Sitting on the train returning home from the People’s Summit, I am enjoying reflecting on two days filled with interesting conversations, informative debates and collective learning.
With workshops in areas ranging from CETA, to inter-species justice, human rights and community-based organizing, there were many options for where I put my time. I chose to focus on climate justice.
Here are some highlights from four workshops I attended (as a panelist or participant) and some of my reflections on climate justice.
One important aspect of climate justice discussed at each event is the need to recognize and listen to people and communities bearing the consequences of the climate crisis. This includes both hearing experiences of climate injustices as well as ideas, plans and actions being taken to address these injustices.
In the panel, From Copenhagen to Cochabamba, Cancun: Building a movement for Climate Justice in Canada participants heard from two panelists, both part of the recent G20 Not Business as Usual Climate Justice tour, speaking to the direct impacts the climate crisis is having on their communities. Naty Atz Sunc (General Coordinator of the Association for Community Development and Promotion in Guatemala) spoke about the drastic changes in weather in Guatemala and how this is affecting food systems. She also spoke about how carbon-intensive mining companies, vast majority are Canadian companies, are running roughshod over community and human rights.

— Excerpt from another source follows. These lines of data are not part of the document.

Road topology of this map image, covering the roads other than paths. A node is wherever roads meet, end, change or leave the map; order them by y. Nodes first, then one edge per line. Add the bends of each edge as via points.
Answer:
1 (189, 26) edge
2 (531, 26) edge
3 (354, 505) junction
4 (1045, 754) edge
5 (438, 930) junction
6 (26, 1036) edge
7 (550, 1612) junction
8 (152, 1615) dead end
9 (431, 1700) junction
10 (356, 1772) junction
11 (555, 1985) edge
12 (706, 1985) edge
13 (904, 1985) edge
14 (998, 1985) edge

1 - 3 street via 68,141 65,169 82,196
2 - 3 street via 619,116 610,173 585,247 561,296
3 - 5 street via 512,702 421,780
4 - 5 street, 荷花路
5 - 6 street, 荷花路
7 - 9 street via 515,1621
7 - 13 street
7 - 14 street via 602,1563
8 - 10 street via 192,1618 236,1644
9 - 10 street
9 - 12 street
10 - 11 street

With images of Tahiti and other small island states in the Pacific, Francois Pihaatae (from Tahiti, he is the Ecumenical Animator on Climate Change for the Pacific Council of Churches) visually conveyed the changes being brought about by rising sea levels.
Both Naty and Francois spoke to the inherent injustices of a climate crisis, caused by global North (or rich country) emissions, hitting the global South first and hardest. They also called for real solutions to the climate crisis (not false solutions like carbon offsets that allow for business as usual) like climate debt repayment – deeper domestic emissions in the global North and significant financial transfers to the global South for mitigation and adaptation efforts – regulations which leave fossil fuels in the ground, community-owned renewable energy projects and localized food systems (Naty shared a number of real solution examples coming from grassroots organizing efforts in her country).

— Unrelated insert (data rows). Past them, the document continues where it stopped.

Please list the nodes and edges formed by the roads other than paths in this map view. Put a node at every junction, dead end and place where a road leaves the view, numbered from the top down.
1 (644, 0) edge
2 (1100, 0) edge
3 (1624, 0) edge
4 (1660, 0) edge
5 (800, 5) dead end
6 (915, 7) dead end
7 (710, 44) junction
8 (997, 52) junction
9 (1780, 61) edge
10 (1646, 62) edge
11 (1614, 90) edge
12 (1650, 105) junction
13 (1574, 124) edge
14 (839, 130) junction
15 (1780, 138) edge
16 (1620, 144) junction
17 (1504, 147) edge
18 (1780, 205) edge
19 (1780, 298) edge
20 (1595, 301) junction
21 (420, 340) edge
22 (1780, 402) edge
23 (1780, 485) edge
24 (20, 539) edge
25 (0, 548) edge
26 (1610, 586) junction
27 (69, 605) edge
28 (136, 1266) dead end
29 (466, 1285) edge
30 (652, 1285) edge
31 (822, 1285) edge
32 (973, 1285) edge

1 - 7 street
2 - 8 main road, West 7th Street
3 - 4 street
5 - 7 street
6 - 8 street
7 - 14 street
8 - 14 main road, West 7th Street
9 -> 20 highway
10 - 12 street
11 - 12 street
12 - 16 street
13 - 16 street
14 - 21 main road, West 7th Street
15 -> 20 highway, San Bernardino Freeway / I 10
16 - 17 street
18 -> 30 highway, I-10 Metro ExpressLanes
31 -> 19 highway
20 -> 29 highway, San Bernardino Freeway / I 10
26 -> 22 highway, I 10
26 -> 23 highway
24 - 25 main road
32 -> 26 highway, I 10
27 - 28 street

The World People’s Conference on Climate Change and Mother Earth Rights came up frequently in each of the workshops. Risking sounding like a broken record, the Cochabamba conference was a significant moment for the global climate justice movement. It was significant not only in generating a peoples’ agreement which recognizes the serious crisis we face and calls for radical change, but also in giving a space for the many voices that were marginalized and shut out in Copenhagen.
The Conference is also significant in the rejection of market-based mechanisms as solutions to the climate crisis. This generated many questions during the workshops. Can there be market based mechanisms that aren’t unjust? Is a carbon tax a market mechanism or is the problem with market mechanisms more associated with treating carbon as a tradeable commodity (emission trading / carbon offsets)?

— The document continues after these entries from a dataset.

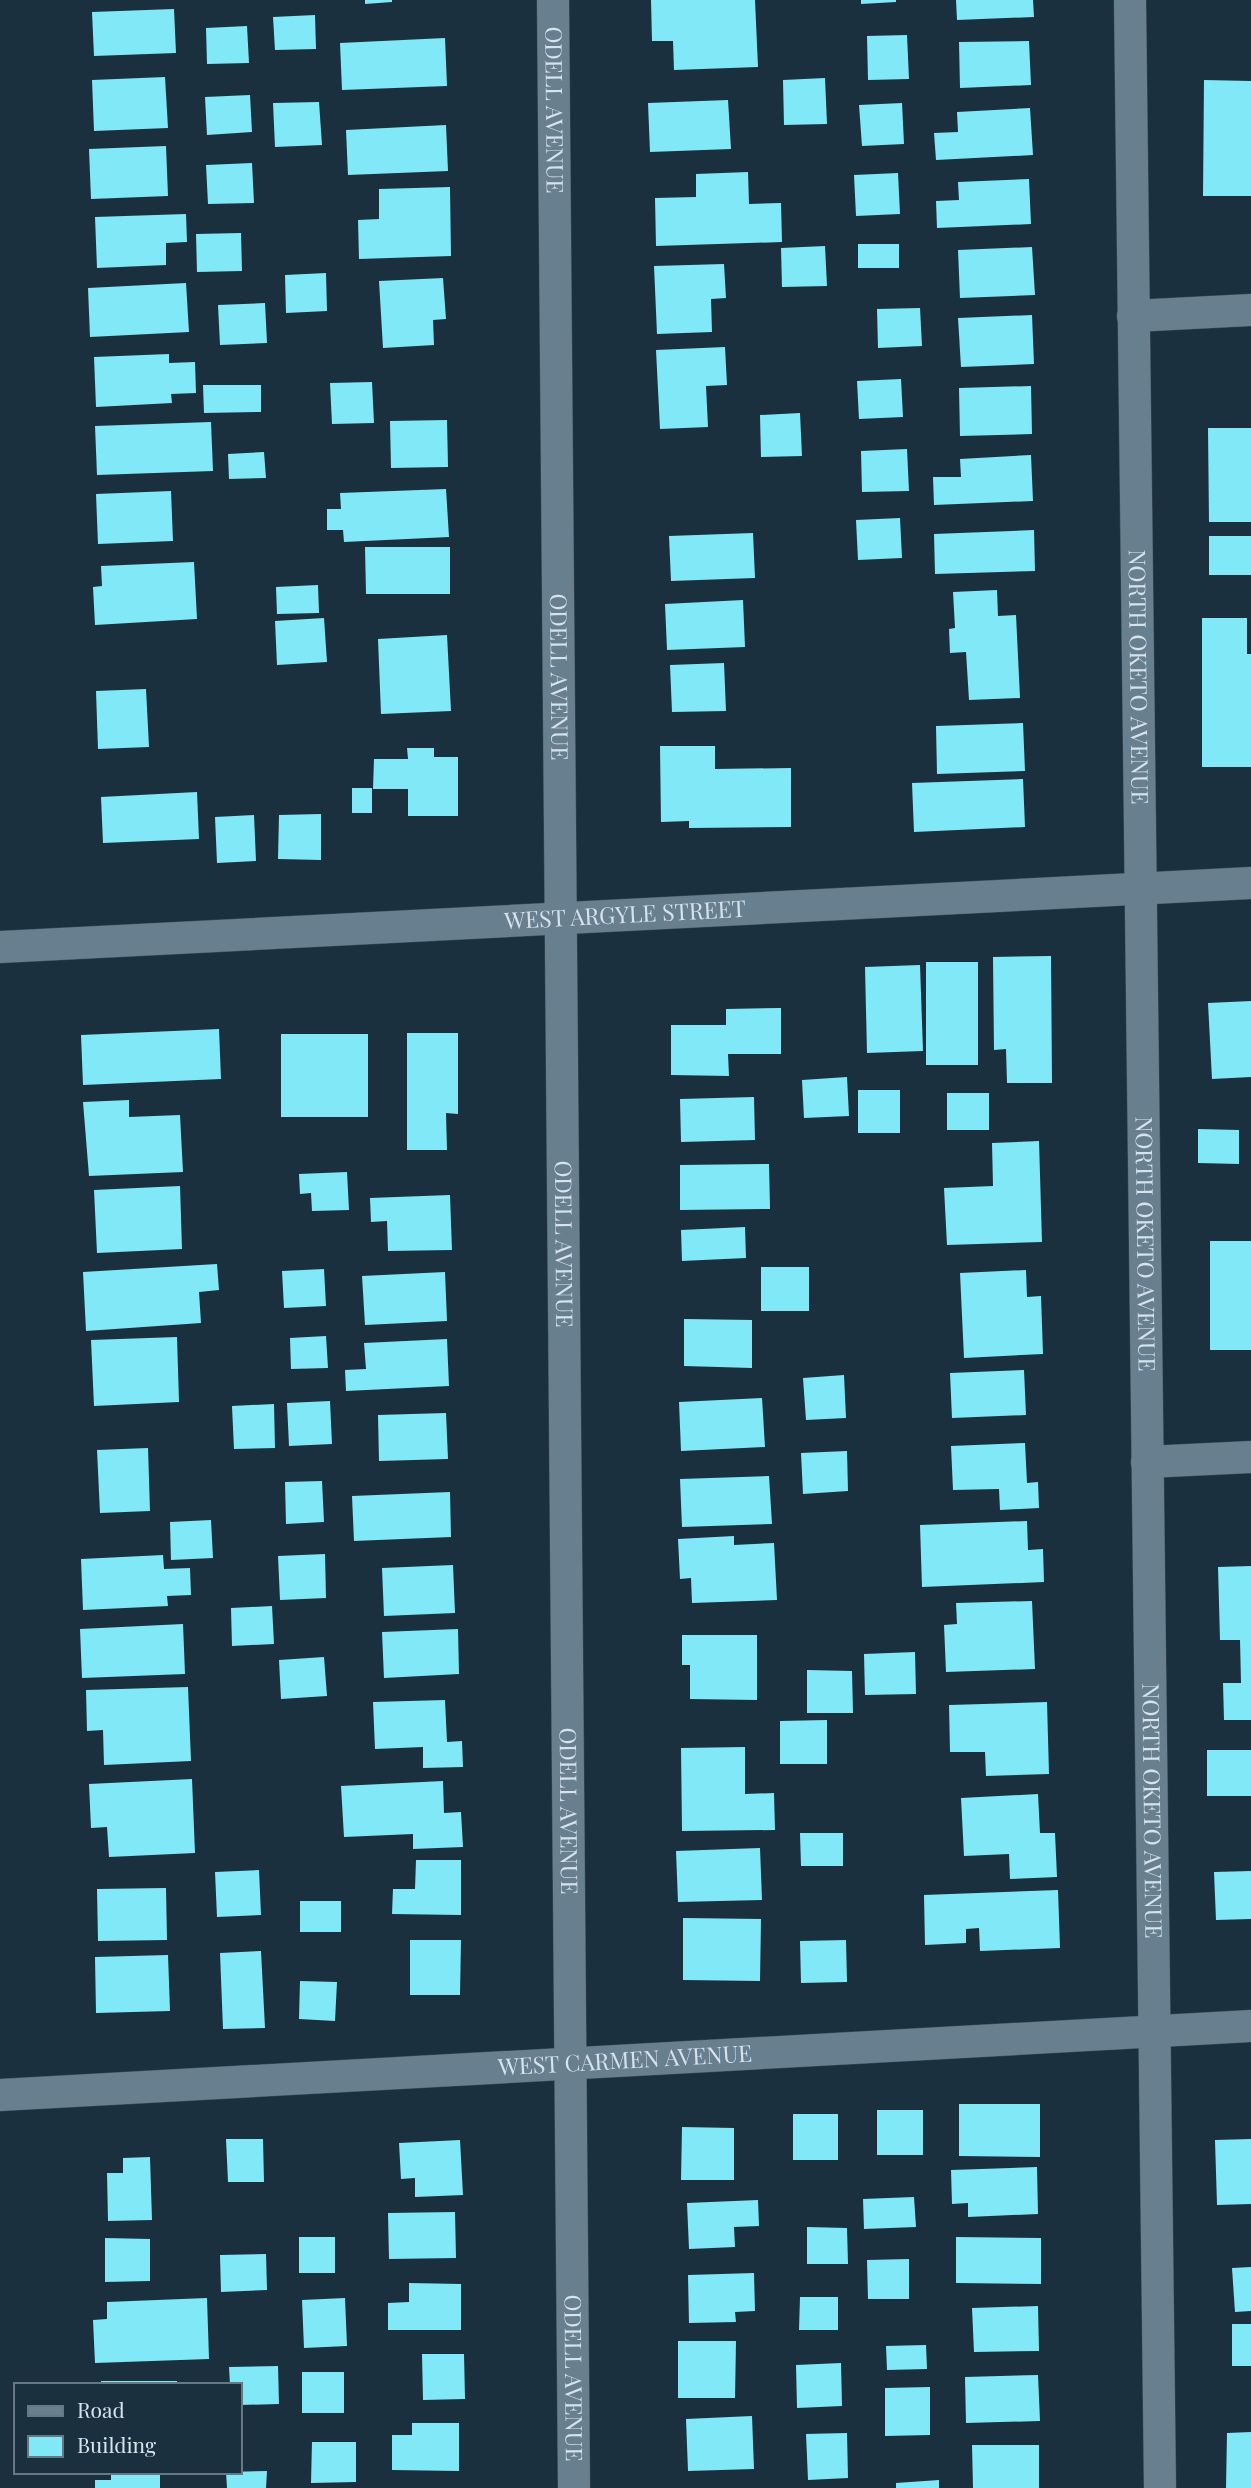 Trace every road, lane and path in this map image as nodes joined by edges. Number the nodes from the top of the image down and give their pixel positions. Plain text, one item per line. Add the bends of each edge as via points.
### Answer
1 (553, 0) edge
2 (1130, 0) edge
3 (1251, 310) edge
4 (1133, 316) junction
5 (1251, 883) edge
6 (1141, 888) junction
7 (560, 917) junction
8 (0, 947) edge
9 (1251, 1457) edge
10 (1147, 1462) junction
11 (1251, 2025) edge
12 (1154, 2030) junction
13 (571, 2064) junction
14 (0, 2095) edge
15 (574, 2488) edge
16 (1160, 2488) edge

1 - 7 street, ODELL AVENUE
2 - 4 street, NORTH OKETO AVENUE
3 - 4 street
4 - 6 street, NORTH OKETO AVENUE
5 - 6 street, WEST ARGYLE STREET
6 - 7 street, WEST ARGYLE STREET
6 - 10 street, NORTH OKETO AVENUE
7 - 8 street, WEST ARGYLE STREET
7 - 13 street, ODELL AVENUE
9 - 10 street
10 - 12 street, NORTH OKETO AVENUE
11 - 12 street, WEST CARMEN AVENUE
12 - 13 street, WEST CARMEN AVENUE
12 - 16 street, NORTH OKETO AVENUE
13 - 14 street, WEST CARMEN AVENUE
13 - 15 street, ODELL AVENUE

The critique of the capitalist system included in the People’s Agreement also generated discussion. Many people agreed that it is hard to deny the connections between the climate crisis and an export-oriented (over-consumption driven) global economic system that puts profit above people and the environment. Many also expressed that there is no ‘perfect’ solution or ‘idealized other system,’ (as well as questioning whether we need an alternative vision to engage in a critique of the current system).
There was a recognition of the significance of the Cochabamba conference in bringing forward the concept of Mother Earth Rights, or more generally, living in a way that respects the very real connections between human life, well being and ecological integrity (and recognizing that there is knowledge and wisdom which speaks to this that exists in many forms, in many cultures).
While the strengthening of the Canadian climate justice movement depends on deepening these discussions and debates, this weekend’s events also affirmed for me that we have significant areas of convergence. Everyone was united in recognizing that our Prime Minister is a formidable obstacle to advancing climate justice and that we have a responsibility to call the Canadian government to account. Canada’s failure to meet Kyoto targets. The tar sands. Repealing of environmental regulations. Overlooking indigenous rights. Lack of urgency in investing in our future including public and community owned renewable energy, increased conservation and energy efficiency.
Everyone also recognized that there is good work happening, whether it is the campaign for a Robin Hood Tax, transition town movement spreading across Canada, or campaigns demanding a tar sands free future – people are taking actions to end climate injustices and create the better world we all want.
While there is no doubt that more needs to be done (as Evo Morales, President of Bolivia, often says – Mother Earth, or death) I’m walking away from the Peoples Summit with renewed hope that the passion and dedication exists to create radical, positive change for all.